Irene asintió, aunque su mirada mostraba que tenía ciertas duda. Preferí no mencionarle la oferta que me hizo Selene para visitarla, ya vería como excusarme para no estar en su clase mañana, evitando que se sintiera desplazada. No es que no confiara en ella, ni que no la considerara capaz de enseñarme, pero había algo dentro de mí que insistía en que debía ir a la Mansión Blackwell para entender lo que realmente estaba sucediendo.

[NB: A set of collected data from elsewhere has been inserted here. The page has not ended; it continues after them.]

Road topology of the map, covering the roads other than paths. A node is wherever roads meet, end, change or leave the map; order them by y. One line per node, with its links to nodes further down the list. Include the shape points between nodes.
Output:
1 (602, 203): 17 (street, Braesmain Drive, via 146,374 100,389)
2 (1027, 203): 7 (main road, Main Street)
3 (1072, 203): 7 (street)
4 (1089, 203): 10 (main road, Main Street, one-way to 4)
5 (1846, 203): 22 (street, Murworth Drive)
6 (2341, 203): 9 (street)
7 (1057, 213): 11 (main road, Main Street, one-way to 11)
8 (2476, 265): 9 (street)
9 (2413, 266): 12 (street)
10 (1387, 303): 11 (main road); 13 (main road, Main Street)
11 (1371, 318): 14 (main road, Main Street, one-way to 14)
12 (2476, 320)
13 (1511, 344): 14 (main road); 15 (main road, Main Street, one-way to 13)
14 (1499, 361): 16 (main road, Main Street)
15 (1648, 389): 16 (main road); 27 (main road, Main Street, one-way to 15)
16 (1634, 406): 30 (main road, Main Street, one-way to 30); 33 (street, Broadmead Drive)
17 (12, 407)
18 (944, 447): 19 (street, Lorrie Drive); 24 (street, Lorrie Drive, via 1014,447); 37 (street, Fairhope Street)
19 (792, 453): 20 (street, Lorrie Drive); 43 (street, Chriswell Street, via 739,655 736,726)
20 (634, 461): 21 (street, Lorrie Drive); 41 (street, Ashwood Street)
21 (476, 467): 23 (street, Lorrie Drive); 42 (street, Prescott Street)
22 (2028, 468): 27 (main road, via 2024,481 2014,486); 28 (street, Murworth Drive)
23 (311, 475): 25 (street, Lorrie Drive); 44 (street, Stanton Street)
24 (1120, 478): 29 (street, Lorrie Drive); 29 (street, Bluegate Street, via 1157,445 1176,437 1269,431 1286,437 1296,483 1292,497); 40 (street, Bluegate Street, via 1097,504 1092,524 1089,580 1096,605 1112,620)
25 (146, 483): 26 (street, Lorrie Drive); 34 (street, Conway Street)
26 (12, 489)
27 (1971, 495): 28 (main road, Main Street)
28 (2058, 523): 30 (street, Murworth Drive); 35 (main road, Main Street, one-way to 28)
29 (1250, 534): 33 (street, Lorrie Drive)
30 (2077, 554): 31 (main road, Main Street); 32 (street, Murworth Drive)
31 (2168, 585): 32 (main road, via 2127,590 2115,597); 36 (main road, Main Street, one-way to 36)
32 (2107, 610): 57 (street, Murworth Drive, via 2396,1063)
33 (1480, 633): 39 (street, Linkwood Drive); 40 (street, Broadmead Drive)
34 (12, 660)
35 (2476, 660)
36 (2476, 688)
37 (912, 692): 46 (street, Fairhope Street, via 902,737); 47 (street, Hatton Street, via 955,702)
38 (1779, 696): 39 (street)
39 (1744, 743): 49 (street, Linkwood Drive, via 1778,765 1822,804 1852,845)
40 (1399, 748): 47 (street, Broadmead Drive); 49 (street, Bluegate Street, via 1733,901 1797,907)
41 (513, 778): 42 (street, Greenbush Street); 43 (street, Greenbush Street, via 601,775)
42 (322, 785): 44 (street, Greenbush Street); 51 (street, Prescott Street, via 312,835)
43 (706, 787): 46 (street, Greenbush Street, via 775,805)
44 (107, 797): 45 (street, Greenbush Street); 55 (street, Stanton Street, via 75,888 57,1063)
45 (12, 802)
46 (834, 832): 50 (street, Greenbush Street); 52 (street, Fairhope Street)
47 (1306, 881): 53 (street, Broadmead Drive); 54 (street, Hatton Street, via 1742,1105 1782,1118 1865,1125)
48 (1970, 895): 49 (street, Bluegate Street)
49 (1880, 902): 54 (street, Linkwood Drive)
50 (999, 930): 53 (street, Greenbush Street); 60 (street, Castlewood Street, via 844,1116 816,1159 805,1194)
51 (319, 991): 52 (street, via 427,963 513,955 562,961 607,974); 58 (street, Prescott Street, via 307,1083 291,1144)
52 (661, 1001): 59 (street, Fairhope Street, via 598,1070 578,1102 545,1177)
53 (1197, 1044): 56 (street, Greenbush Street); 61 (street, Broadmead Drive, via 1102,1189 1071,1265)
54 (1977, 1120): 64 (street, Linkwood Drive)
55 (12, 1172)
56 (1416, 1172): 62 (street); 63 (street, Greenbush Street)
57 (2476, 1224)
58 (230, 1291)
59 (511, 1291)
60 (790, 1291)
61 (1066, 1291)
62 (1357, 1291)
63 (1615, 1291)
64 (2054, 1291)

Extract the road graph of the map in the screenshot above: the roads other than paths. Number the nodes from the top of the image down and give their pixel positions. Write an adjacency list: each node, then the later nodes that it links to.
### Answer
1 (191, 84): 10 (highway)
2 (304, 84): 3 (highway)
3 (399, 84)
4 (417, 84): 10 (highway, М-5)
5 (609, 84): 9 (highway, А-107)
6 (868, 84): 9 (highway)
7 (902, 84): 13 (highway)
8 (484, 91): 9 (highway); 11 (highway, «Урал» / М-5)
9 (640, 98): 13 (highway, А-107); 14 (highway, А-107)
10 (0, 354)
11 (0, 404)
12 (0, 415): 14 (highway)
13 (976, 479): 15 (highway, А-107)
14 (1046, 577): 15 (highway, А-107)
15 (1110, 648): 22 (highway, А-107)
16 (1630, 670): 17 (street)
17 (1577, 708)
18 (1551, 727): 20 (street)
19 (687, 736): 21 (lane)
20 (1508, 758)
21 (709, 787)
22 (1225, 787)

Estaba segura de que ahí encontraría respuestas a preguntas que aún no sabía formular.
Irene dejó su taza a un lado y se puso de pie. —Lo siento, Judy. No quise ser grosera antes...
Negué enseguida.
—De verdad, no pasa nada. Te entiendo —le aseguré—. Tienes demasiadas cosas encima.
—Aun así, eso no es excusa —susurró, mordiéndose el labio—. Es solo que... con todo lo que está pasando...
No la dejé terminar la frase, la abracé sin pensarlo.
—No te preocupes, Irene —dije en voz baja, apretándola un poco más—. Es normal sentirse así. Sé que estás dolida, y si necesitas hablar, estoy aquí.
Sentí que su cuerpo comenzaba a relajarse, como si al fin pudiera soltar un poco de todo lo que estaba cargando.
—¿Quieres hablar? —pregunté separándome para verla bien.
Las lágrimas acumulándose en sus ojos me rompieron el corazón.